Skeletal landmark data
○ ○ ○

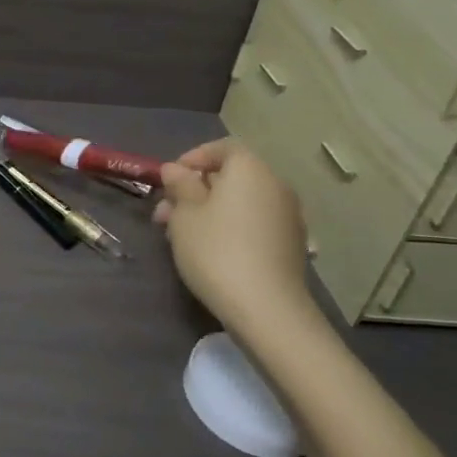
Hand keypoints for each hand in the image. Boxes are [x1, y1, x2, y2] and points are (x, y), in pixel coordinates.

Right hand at [152, 138, 311, 328]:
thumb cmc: (216, 250)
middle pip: (230, 177)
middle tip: (165, 214)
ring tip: (181, 235)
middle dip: (195, 190)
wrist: (267, 308)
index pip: (222, 148)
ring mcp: (288, 216)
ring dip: (209, 210)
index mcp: (250, 169)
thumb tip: (176, 169)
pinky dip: (231, 226)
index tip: (169, 180)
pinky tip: (210, 250)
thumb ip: (180, 185)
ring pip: (240, 202)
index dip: (192, 158)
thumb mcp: (185, 214)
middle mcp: (275, 185)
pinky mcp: (291, 244)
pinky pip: (254, 222)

○ ○ ○

- **What to produce**: Reproduce each line above exactly, but not a single picture.

- **Result**:
Hand keypoints for each hand in the image. Boxes are [x1, y1, x2, y2] and points are (x, y), in pixel coordinates.

Right hand at [152, 138, 311, 328]:
thumb cmc: (216, 250)
middle pip: (230, 177)
middle tip: (165, 214)
ring tip: (181, 235)
middle dip: (195, 190)
wrist: (267, 308)
index pip: (222, 148)
ring mcp: (288, 216)
ring dip: (209, 210)
index mcp: (250, 169)
thumb tip: (176, 169)
pinky dip: (231, 226)
index tip: (169, 180)
pinky tip: (210, 250)
thumb ip: (180, 185)
ring pip: (240, 202)
index dip: (192, 158)
thumb mcp: (185, 214)
middle mcp: (275, 185)
pinky mcp: (291, 244)
pinky pip: (254, 222)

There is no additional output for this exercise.